It seemed like a good idea at first. A four motor all electric supercar with outstanding performance but no tailpipe emissions? Voila! Say hello to the Audi R8 e-Tron. The first concept version appeared at the 2009 Frankfurt auto show, where it created tremendous buzz. Remember, this was before Tesla became a household word and electric cars that didn’t ferry golfers around the links were still a novel idea.
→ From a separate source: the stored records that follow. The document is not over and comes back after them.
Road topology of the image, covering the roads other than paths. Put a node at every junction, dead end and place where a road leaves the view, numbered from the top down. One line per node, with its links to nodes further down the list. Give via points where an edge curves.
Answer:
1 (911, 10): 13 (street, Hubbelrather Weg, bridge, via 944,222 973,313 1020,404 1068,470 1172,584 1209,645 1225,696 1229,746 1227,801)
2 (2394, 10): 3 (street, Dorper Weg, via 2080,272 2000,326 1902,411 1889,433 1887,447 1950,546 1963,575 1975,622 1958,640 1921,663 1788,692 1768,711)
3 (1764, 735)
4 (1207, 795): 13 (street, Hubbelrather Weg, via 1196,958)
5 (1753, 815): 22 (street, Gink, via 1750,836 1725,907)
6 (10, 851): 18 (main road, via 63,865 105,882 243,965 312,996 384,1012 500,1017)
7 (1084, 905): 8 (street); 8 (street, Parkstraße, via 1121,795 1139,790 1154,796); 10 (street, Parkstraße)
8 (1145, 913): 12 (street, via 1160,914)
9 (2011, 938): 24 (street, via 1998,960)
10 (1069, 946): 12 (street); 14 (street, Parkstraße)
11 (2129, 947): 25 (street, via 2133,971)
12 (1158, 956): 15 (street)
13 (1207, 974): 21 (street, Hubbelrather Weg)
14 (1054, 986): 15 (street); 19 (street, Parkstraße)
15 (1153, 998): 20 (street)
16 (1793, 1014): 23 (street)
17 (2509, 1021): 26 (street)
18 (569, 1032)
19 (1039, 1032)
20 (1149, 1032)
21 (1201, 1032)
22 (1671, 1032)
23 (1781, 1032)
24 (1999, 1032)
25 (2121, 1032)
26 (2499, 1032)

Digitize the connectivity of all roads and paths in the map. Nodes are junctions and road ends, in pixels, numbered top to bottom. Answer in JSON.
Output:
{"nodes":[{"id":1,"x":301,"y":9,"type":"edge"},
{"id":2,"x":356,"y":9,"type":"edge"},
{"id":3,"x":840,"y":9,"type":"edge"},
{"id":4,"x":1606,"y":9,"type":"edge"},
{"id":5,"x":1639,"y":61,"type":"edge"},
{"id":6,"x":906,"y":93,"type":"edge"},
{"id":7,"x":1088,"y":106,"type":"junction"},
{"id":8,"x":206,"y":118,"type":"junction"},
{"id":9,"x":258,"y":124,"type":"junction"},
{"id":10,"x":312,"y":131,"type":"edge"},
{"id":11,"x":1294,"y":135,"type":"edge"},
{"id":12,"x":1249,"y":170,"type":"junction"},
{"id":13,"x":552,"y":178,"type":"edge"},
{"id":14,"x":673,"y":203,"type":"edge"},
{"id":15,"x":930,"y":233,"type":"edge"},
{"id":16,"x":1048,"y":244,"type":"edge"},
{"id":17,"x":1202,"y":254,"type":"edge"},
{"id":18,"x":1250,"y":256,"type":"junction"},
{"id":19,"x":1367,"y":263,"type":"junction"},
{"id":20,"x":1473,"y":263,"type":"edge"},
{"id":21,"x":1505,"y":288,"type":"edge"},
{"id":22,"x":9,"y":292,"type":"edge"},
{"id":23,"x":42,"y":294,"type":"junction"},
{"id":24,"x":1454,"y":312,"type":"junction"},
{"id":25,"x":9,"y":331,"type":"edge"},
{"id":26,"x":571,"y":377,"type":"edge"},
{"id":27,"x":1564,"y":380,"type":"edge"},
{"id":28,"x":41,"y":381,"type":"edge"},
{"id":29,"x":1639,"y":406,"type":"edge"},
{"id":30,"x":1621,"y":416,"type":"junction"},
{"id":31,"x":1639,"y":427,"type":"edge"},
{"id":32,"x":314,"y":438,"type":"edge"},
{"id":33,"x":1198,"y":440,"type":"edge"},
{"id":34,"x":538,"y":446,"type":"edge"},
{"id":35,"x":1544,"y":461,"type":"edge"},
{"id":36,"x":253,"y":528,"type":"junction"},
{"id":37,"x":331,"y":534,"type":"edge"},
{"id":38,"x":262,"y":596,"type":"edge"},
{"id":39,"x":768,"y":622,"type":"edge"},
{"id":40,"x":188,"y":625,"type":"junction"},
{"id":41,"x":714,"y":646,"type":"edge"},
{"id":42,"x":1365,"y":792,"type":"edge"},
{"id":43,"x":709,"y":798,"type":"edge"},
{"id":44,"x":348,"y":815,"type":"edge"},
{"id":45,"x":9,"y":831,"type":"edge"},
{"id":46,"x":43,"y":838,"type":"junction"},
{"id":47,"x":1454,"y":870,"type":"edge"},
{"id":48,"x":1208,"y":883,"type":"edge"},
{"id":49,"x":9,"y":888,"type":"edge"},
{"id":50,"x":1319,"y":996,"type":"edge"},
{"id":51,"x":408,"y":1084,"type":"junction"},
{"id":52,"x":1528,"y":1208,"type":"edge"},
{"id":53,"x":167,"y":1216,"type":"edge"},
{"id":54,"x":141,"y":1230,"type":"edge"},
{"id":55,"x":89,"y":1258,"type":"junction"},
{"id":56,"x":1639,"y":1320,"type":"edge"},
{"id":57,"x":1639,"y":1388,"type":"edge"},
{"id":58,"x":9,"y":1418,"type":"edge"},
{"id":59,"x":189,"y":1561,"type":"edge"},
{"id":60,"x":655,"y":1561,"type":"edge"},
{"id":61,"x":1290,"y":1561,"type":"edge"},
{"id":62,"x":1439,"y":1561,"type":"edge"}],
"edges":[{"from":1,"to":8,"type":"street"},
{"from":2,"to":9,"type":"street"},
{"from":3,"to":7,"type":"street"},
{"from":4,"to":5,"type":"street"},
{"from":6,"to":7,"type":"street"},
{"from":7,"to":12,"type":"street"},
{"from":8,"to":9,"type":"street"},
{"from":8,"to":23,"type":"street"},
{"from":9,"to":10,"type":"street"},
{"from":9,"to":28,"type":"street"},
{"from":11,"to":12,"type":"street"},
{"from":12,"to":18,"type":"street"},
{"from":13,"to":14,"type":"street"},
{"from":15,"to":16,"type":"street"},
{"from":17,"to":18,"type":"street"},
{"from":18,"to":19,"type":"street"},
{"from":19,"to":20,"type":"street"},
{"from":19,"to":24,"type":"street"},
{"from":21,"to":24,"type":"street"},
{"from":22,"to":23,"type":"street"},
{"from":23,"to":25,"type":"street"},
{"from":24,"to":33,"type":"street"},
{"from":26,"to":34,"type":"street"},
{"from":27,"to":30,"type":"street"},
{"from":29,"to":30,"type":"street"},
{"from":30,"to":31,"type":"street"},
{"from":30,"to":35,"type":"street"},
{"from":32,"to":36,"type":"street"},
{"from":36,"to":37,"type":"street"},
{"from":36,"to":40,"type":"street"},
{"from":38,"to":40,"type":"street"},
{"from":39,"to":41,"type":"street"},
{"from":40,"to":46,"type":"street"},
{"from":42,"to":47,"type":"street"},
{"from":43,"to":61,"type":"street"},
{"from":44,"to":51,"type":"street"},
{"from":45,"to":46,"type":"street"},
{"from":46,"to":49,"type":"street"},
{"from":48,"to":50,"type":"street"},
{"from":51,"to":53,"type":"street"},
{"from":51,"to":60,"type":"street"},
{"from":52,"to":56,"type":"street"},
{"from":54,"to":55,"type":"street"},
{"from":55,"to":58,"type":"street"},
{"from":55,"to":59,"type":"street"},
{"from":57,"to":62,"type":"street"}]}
In 2010, Audi’s R&D chief Michael Dick drove a a prototype of the car for a few laps of the Le Mans racing circuit but then nothing more was heard about it until 2 year later. That’s when Wolfgang Dürheimer, Dick’s successor, put the whole project on hold. Once again, nothing further was heard about the car until Audi’s superstar engineer Ulrich Hackenburg breathed new life into the program. That’s when the decision was made to make the car a version of the second generation Audi R8.
Hackenburg, it should be noted, disappeared without a trace from Audi and Volkswagen shortly after the VW diesel cheating scandal broke 13 months ago. Audi has always been the place where r&d took place for Volkswagen. The diesel cheating software most likely found its way to VW via Audi according to all reports. Hackenburg was the senior engineer at Audi and then he wasn’t. There has not been a whisper of his name since the scandal began.
Although the R8 e-Tron was back on track, interested buyers could find not trace of it on the company website. Dealers referred all inquiries to Audi headquarters. The car was priced at €1,000,000, assuming you could find out who to send your check to. How many were actually built? Less than 100 seems to be the best information anyone can find. “We could have built more than we did,” said an Audi representative, without saying how many actually were built.
The R8 e-tron was supposed to have 4 electric motors, one for each wheel. That would have made it a match for the equally ill fated Mercedes SLS AMG Coupé Electric Drive. But the complex 4 motor system was abandoned during development. Instead, the few production cars made had two electric motors driving the rear wheels only. The regular R8 features Audi’s iconic Quattro all wheel drive.
The R8 e-Tron is a victim of the rapid changes in electric car technology that have taken place over the past 7 years. Today, electric cars with 4 motors are still far from the norm. Only the Rimac Concept One qualifies for that honor and there are only 2 of those in existence. Audi has given up on the idea of an all electric halo sports car. Instead, it says its Q6 electric SUV with 300 miles of range is supposed to go into production sometime in 2018. In the meantime it is stuck with only the A3 Sportback e-Tron with its minimal range to hang its electric car hat on.
Audi may get around to making electric car eventually and they may even be fairly good automobiles once they get here. But like its fellow German automakers, Audi will have spotted Tesla a good 5 year lead by time their electric cars find their way into showrooms. Some think the proven ability of traditional automakers to pump out millions of cars once they set their mind to it will cancel out that advantage. “We’ll see,” said the Zen master.